Search for the word "부흥북로" in the entries. Each line that holds it should be copied.

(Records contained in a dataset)

----------

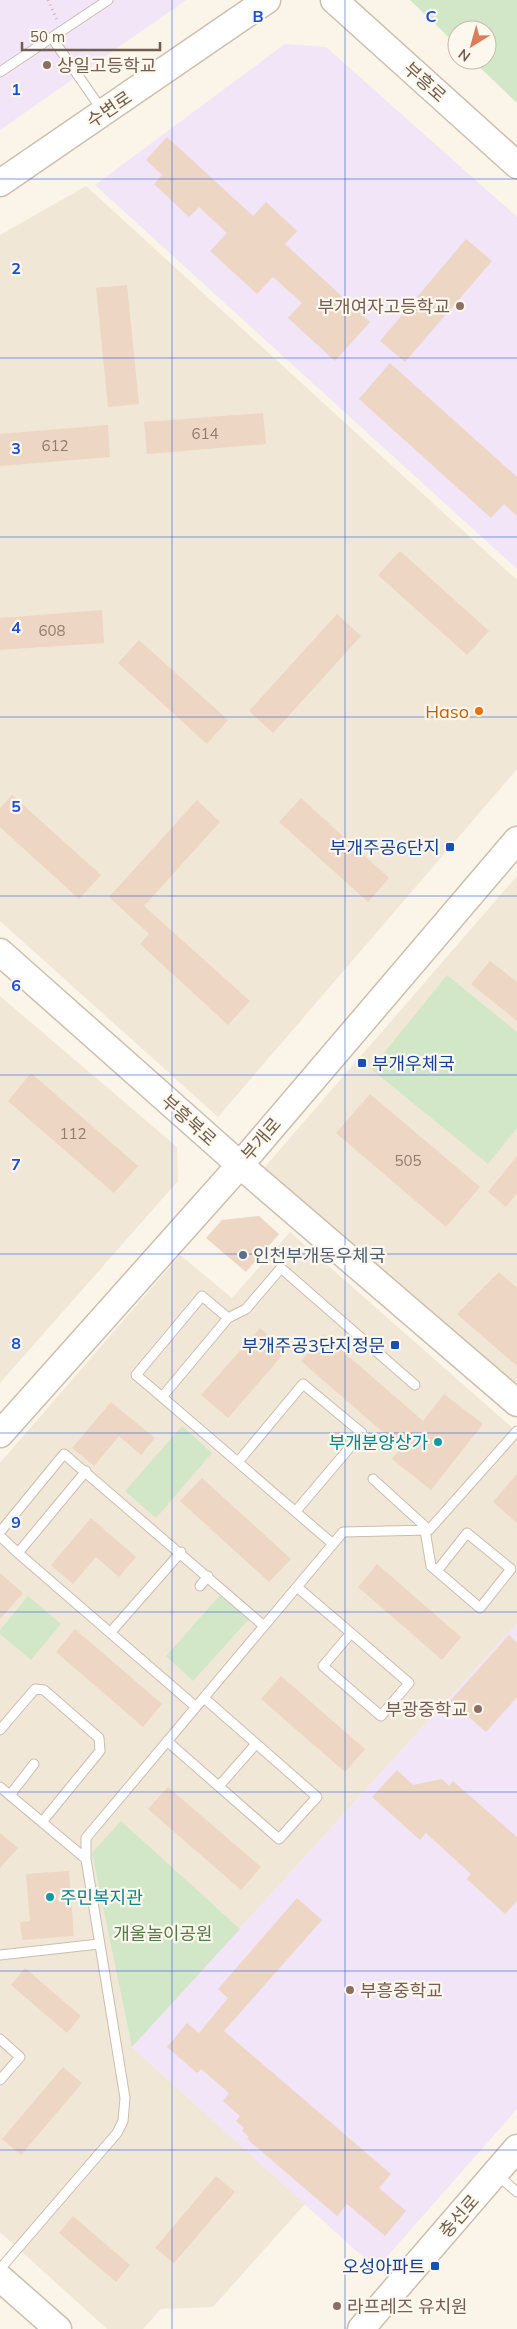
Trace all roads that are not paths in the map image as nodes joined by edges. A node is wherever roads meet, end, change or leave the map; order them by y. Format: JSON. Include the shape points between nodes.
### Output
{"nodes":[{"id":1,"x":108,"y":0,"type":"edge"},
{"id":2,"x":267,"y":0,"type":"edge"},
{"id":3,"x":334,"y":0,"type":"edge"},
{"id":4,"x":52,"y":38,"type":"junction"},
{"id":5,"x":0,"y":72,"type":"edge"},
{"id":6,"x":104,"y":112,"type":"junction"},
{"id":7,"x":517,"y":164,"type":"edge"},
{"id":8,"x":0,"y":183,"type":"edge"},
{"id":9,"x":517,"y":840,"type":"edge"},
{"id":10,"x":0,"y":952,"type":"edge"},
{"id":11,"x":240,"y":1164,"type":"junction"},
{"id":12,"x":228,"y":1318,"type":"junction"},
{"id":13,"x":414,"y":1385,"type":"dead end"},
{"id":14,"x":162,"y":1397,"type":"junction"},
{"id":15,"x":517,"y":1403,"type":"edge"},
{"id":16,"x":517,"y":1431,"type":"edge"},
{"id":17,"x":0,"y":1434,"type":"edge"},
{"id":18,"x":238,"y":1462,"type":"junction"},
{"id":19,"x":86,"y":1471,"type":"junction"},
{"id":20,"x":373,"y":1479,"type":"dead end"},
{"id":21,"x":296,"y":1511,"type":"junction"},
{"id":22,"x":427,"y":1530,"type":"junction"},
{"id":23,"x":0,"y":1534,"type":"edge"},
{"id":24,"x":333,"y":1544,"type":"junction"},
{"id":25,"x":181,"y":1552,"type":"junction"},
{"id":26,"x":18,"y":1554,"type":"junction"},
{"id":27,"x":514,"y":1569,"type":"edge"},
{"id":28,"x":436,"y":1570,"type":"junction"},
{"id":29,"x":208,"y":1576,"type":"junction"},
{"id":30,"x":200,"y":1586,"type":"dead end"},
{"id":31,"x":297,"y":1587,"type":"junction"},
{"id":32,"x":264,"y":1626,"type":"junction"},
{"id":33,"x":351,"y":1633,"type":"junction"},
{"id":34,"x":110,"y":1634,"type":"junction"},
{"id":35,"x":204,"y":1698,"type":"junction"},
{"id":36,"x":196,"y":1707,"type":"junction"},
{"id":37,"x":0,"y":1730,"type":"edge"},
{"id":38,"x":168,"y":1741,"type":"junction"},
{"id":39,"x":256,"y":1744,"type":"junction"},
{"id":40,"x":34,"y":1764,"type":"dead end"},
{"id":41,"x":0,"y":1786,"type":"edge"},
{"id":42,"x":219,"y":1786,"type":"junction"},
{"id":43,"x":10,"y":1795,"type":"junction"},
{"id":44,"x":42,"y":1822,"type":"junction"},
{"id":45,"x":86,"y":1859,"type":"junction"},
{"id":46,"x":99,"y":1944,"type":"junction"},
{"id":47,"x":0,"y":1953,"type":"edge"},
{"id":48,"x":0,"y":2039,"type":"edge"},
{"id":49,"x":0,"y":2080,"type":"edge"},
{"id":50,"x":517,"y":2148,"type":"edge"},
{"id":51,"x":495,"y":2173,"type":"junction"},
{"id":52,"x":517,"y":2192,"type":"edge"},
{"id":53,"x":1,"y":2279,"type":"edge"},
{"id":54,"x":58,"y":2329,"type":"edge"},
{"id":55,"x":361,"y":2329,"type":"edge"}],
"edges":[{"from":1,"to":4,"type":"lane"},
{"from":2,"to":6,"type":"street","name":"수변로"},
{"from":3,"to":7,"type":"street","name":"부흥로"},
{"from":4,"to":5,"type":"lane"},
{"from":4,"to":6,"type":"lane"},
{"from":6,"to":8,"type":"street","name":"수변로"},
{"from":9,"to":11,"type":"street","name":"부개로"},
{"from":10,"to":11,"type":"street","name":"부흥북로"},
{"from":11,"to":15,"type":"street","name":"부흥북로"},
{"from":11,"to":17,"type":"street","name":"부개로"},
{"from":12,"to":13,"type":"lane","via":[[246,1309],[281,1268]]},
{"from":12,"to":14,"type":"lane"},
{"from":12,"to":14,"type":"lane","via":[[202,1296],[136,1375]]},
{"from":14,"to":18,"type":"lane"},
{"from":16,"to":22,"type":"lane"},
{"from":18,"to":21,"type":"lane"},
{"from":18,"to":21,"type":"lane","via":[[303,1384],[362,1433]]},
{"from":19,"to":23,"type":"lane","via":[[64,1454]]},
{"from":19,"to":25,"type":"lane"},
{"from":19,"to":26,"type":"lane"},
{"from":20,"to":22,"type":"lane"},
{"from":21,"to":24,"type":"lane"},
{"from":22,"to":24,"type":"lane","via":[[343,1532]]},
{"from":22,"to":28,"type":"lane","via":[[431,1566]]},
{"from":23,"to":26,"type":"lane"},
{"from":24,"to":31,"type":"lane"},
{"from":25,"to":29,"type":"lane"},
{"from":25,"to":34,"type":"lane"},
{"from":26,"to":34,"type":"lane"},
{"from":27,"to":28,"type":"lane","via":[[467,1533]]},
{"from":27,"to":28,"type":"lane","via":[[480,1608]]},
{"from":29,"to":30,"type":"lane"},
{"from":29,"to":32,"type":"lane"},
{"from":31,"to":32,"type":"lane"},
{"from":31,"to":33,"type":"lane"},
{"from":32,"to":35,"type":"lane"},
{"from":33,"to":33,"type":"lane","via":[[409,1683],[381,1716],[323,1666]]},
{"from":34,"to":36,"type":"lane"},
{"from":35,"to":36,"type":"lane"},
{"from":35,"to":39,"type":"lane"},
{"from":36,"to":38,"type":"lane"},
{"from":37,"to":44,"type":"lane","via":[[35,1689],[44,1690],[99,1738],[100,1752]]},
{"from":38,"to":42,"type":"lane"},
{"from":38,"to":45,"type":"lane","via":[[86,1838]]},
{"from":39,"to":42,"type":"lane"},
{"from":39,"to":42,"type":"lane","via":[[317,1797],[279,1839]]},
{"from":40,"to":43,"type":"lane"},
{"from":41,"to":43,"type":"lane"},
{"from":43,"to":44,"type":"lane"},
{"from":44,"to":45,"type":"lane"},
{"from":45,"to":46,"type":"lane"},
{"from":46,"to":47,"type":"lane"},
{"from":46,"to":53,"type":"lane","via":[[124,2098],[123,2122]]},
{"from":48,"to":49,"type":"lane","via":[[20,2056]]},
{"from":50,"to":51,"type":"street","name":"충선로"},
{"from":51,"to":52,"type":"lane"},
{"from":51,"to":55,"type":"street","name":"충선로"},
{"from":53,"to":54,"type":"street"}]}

----------

◆ RESULT ◆
{"from":10,"to":11,"type":"street","name":"부흥북로"},
{"from":11,"to":15,"type":"street","name":"부흥북로"},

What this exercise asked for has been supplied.